I don't know, I've...killed so much....


----------



## Imperial (Feb 9, 2011)

my earliest memory of killing anything has to be the accidental kill i got when i was in 1st or 2nd grade . i used to have one of them paratrooper slingshot toys, the kind where you shoot a plastic paratrooper and his parachute opens up . well, i had just gotten a wrist brace slingshot and thought ill shoot one of them figures into the sky, the first one went really fast compared to the toy plastic slingshot that came with it, so i was all excited about the difference. the second one i pulled back as far as i could and just shot blindly into the sky, and when i let go, i actually saw a small shadow fly right into the path of the lil parachute guy . THUMP ! down went a sparrow in midflight . i picked it up and its head was just flopping on a broken neck . instant death . so i fed it to my outdoor cat . i still have that wrist brace slingshot , my lil sparrow killer .


----------



## ghost0311/8541 (Jan 6, 2013)

Dont remember first kill but i can tell you about my missed shots i play them in my mind over and over again and its always a easy shot its the shots that i should not come close to making that i nail i kill crows out of my jeep window doing 60 so often that they know my jeep and fly into the trees until i pass


----------



## Berkshire bred (Mar 4, 2012)

it is awkward to say because I have been hunting with both guns and slingshots for about a decade and I struggle to remember precisely but I think that my first kill with a slingshot was a young but fully grown rabbit and I shot it with a very crude homemade fork with thera bad gold for bands, I was about 6 or 7 and was ecstatic after watching my dad shoot animals and not having done it myself.


----------



## phil (Dec 6, 2012)

I will always remember my first kill it was a very lucky shot indeed I shot into a low flying flock of starlings and managed to hit one it fell from the sky like a stone this is the slingshot that done the job over 36 years ago its now had new leather fitted to it I was around 13 when I made it


----------



## Imperial (Feb 9, 2011)

PHIL , now that is a slingshot ! flats and tabs . . . FTW !


----------



## FURGLE (Feb 20, 2011)

My first slingshot kill was a wood pigeon I was probably about 12 with my old trusty apple fork made by my dad with gypsy leather tabs square elastic and a old boot tounge as a pouch lol I still remember rushing home catty around my neck and a dead pigeon in hand awaiting my pat on the back


----------



## chico (Feb 2, 2013)

Im liking yalls posts.  i remember my dad not letting have a red rider bb gun.
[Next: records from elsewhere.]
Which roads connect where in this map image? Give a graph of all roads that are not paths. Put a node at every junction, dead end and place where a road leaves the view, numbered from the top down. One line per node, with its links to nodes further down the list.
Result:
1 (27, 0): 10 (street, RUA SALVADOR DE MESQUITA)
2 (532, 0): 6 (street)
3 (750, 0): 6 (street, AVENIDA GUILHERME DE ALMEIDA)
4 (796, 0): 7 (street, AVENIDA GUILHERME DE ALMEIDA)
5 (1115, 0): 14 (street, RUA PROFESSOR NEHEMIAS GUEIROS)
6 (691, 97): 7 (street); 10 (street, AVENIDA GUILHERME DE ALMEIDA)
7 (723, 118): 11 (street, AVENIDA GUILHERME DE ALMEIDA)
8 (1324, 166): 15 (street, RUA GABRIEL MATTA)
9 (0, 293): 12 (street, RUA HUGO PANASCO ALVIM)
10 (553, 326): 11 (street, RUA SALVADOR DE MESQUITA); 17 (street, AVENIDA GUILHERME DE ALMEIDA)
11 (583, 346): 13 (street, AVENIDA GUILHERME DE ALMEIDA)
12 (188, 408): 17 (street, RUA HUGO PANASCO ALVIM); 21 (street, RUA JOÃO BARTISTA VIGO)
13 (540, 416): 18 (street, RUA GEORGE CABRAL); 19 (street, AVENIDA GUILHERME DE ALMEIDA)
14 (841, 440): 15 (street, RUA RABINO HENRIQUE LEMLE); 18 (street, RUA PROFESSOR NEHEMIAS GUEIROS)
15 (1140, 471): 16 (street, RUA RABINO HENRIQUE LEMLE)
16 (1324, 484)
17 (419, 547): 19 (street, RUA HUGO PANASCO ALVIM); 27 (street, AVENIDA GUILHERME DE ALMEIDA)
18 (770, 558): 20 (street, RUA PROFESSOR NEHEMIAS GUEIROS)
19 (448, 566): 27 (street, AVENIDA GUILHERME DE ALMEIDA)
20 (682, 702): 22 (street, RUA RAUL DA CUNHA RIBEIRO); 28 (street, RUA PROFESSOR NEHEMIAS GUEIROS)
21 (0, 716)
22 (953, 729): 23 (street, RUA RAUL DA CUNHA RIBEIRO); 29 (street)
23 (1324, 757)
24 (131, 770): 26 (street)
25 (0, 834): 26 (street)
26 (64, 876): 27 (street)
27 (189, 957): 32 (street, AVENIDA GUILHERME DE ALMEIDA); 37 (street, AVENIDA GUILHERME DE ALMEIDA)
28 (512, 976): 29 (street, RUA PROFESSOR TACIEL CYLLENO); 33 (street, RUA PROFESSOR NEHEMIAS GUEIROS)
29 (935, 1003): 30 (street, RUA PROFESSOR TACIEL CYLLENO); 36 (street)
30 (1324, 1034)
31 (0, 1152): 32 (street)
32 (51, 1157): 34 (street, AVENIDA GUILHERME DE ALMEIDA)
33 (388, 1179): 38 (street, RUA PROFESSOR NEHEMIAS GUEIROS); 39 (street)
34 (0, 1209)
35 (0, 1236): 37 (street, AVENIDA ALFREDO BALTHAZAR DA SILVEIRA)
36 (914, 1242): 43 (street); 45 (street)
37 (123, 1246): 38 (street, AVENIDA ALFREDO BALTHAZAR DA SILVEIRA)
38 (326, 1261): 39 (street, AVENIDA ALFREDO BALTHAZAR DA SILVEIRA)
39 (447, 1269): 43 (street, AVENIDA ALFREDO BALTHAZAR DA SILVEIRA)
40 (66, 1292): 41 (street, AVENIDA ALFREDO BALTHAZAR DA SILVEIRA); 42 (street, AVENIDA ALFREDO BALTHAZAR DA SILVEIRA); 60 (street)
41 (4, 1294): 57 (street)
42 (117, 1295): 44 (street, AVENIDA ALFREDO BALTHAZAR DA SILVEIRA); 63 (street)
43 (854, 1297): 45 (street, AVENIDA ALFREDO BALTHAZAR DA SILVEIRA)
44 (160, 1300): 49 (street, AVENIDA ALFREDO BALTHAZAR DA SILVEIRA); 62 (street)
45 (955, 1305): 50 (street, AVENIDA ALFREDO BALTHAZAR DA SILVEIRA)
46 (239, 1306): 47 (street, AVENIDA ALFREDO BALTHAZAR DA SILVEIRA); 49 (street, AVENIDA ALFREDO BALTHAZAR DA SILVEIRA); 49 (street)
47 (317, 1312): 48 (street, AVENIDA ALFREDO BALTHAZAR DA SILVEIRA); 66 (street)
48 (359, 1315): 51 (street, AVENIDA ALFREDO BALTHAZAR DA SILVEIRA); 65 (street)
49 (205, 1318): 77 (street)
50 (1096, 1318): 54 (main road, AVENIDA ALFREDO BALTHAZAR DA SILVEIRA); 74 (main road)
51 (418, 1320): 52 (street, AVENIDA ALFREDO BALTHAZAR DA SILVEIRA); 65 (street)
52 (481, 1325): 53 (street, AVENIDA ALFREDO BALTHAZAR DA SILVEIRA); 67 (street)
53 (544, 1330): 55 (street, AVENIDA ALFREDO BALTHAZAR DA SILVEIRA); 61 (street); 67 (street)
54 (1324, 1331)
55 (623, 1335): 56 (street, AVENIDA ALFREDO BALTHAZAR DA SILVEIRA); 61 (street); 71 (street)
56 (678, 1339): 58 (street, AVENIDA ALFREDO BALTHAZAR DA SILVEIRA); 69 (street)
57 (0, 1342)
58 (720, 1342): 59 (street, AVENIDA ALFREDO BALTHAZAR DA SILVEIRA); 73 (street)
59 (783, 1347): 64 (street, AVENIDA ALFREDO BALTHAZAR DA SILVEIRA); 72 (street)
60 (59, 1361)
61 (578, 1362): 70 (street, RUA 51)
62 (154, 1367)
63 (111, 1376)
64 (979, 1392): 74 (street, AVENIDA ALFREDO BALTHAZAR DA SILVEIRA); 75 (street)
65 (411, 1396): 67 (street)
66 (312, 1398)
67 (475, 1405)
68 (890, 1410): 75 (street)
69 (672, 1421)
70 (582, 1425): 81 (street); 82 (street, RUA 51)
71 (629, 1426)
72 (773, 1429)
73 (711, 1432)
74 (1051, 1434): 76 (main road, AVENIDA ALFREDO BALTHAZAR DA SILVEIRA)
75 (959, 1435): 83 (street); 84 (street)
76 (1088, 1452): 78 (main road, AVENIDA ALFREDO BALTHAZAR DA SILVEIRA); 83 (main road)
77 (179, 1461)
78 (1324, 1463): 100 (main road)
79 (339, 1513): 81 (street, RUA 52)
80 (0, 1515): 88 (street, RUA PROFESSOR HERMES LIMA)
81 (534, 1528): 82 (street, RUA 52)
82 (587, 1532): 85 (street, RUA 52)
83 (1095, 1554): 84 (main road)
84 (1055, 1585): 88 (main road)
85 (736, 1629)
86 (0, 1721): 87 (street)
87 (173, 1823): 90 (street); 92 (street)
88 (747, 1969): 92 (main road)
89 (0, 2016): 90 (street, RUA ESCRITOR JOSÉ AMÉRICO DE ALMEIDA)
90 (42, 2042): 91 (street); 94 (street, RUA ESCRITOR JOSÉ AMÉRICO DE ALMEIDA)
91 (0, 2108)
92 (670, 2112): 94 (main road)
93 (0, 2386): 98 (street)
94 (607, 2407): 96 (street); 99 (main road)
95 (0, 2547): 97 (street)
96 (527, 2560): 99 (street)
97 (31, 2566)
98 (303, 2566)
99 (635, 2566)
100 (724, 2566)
So my mom,doing her best not to go against my dads wishes, taught me to chain office bands together the way my uncles did when they were little. Lol! What she taught me was probably more dangerous! Anyways, my dad saw how good i was with my rubberband powered hackberry slingshot that he let me start shooting his store bought. Thanks for posting everyone.


----------



## Hybrid (Apr 10, 2013)

Havent made any kills with a slingshot yet. I plan on going for rabbit or jackrabbit soon, maybe a turkey if I'm lucky enough to find one again. 

EDIT: NVM about the turkey, I need to pay a $25 fee to add it to my Hunting and fishing licence


----------



## ghost0311/8541 (Jan 6, 2013)

turkey would be a great kill with a slingshot do a head or neck shot in the body wont even make him slow down in fact it will make him speed up


----------



## Devoman (Oct 15, 2010)

Lol it was a rabbit running across the street when I was just a kid. Riding no handed on my bike, I made the shot of my life. I became a legend in my small group of friends. Perhaps this is why I am still into Slingshots today True Story!

Yo


----------



## zippo (Jul 9, 2014)

I was 9 and i had a marksman slingshot (dont know what the model was) and i was shooting some bamboo trees in the backyard and i saw the biggest sparrow i had ever seen, but i was a really bad shot and i hit him in the leg with a 1/4 ball he was freaking out i did as well so i picked up a very large rock shot him,the shot ripped him apart... i gave him to the house cat,


----------